# A punch bag to hang off DDOOR ??



## PrideNeverDies (Sep 28, 2008)

Alright guys, I was on some website last week, and they had punch bags that you can just hang off a door for a small quick workout .. anyone come acrosss one like that ? if so , can ya hook the link up ?

thanks in advance for trying / helping


----------



## rsp84 (Dec 9, 2008)

do you mean the actual door because that will rip it apart unless you have an oak door.or end up damaging the hinges.
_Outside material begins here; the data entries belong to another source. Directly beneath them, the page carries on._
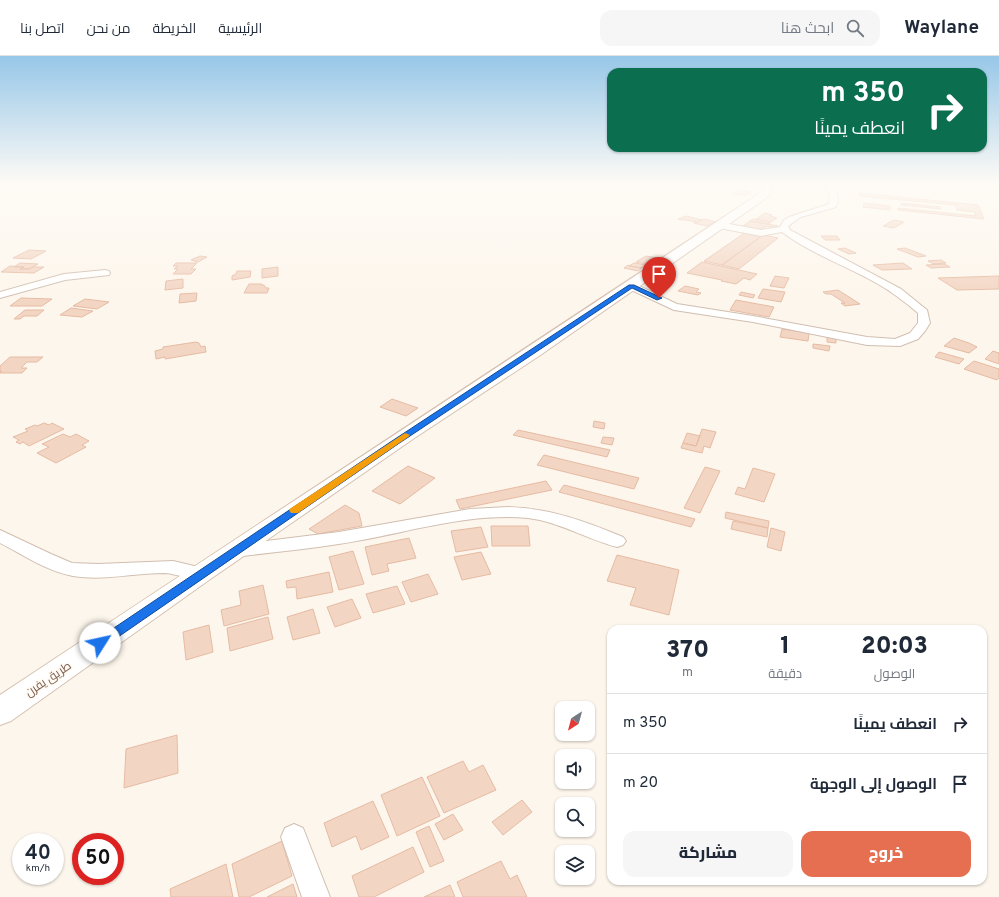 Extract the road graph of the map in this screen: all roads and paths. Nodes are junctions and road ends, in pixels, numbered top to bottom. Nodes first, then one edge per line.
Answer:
1 (785, 224) edge
2 (720, 225) joint
3 (786, 229) junction
4 (105, 272) dead end
5 (632, 286) junction
6 (0, 295) edge
7 (0, 536) edge
8 (616, 541) dead end
9 (233, 552) junction
10 (200, 574) junction
11 (0, 712) edge
12 (294, 837) dead end
13 (316, 897) edge

1 - 3 street
2 - 3 street
2 - 5 main road, طريق يفرن
3 - 5 street
4 - 6 street
5 - 9 main road, طريق يفرن
7 - 10 street
8 - 9 street
9 - 10 main road, طريق يفرن
10 - 11 main road, طريق يفرن
12 - 13 street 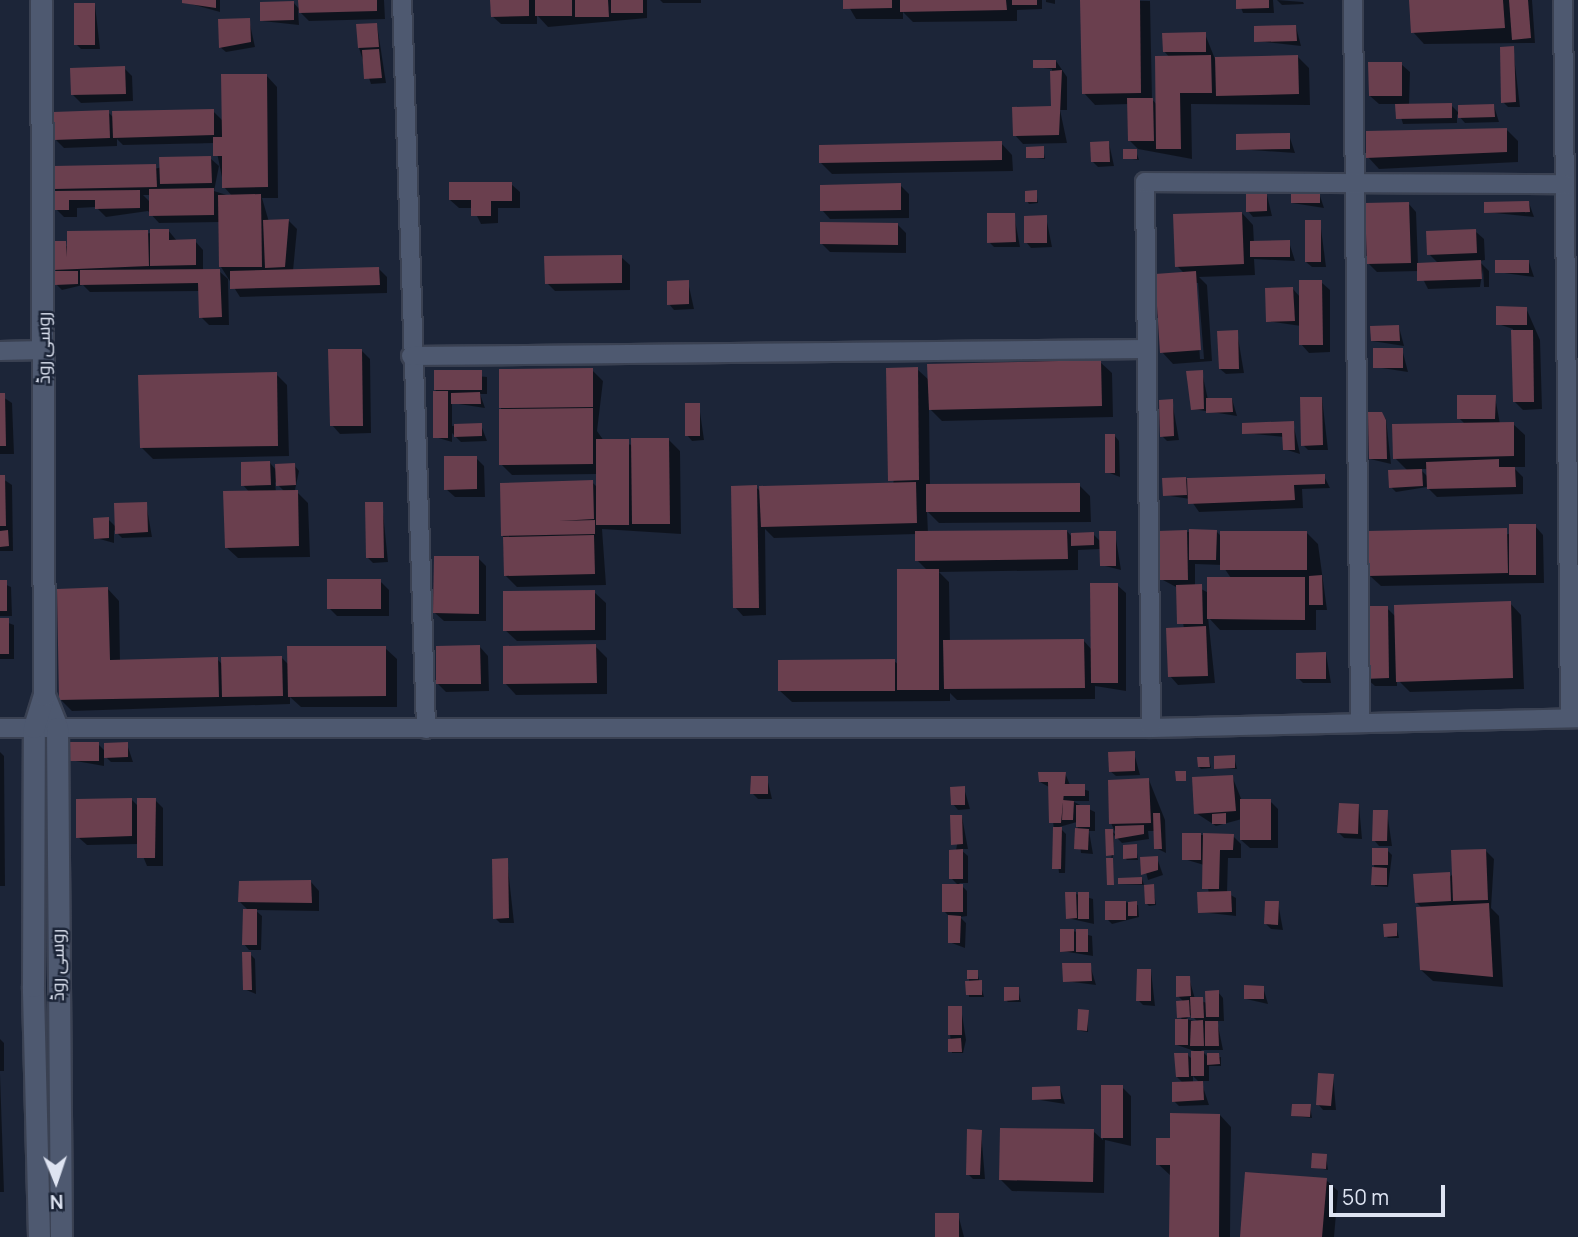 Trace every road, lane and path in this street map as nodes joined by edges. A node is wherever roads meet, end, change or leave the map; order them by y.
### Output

or do you mean from the arcitrave/door frame, because it will have its limits to the weight that can be attached. Best bet is to find a joist from the ceiling on the ground floor(cant be the loft ceiling as the joists are not as strong as the first floor joists) and attach to that, best to pick a spot close to an outside wall as its got the most strength there.


----------



## rsp84 (Dec 9, 2008)

http://www.argos.co.uk/webapp/wcs/stores/servlet/ProductDisplay?storeId=10001&catalogId=1500001801&productId=1500516375&langId=-1&engine=froogle&keyword=Punch+Bag+Ceiling+Hook&_$ja=tsid:11527%7Ccc:%7Cprd:0103615%7Ccat:Boxing+Equipment

Heres a link for agros ceiling bag, two fixings, but if they dont provide decent fittings, id recommend coach bolts, or maybe if you know a chippy, best asking them about fixings.


----------



## Si-K (Jul 23, 2007)

:good

I ripped the fixing joist in my shed down with a right hook once - as soon as the bag starts swinging the pressure on the fixing is unreal...P.S if it's next to a door your not gonna get that much benefit, no foot work etc and the bag will hit the wall and and slap back - which aint great, although better than nothing.


----------



## PrideNeverDies (Sep 28, 2008)

No ..thanks for the help though, I saw a site which had a punchbag you could connect off a door hinge .. it was a small removable one, really basic .. wanted it for my uni room


----------



## rsp84 (Dec 9, 2008)

if its a shed, no good, i used on in a garge joist when i was living at my parents and was good enough til they converted it into a games room then i had one outside.

Floor joists in a home are strong enough for the entire top floor so theyre well strong, as long as you used decent fixings, ie pre-drill if going into wood so you wont split the timber, where ever it may be.

If you hang it off a single door hinge i cant see how that can work, when you need three equally space hinges for a door that weights less than 10kg.


----------



## wingnut4 (Jul 22, 2009)

I have mine hanging of my door. I bought one of those shin up bars and just slide it on it. Easy


----------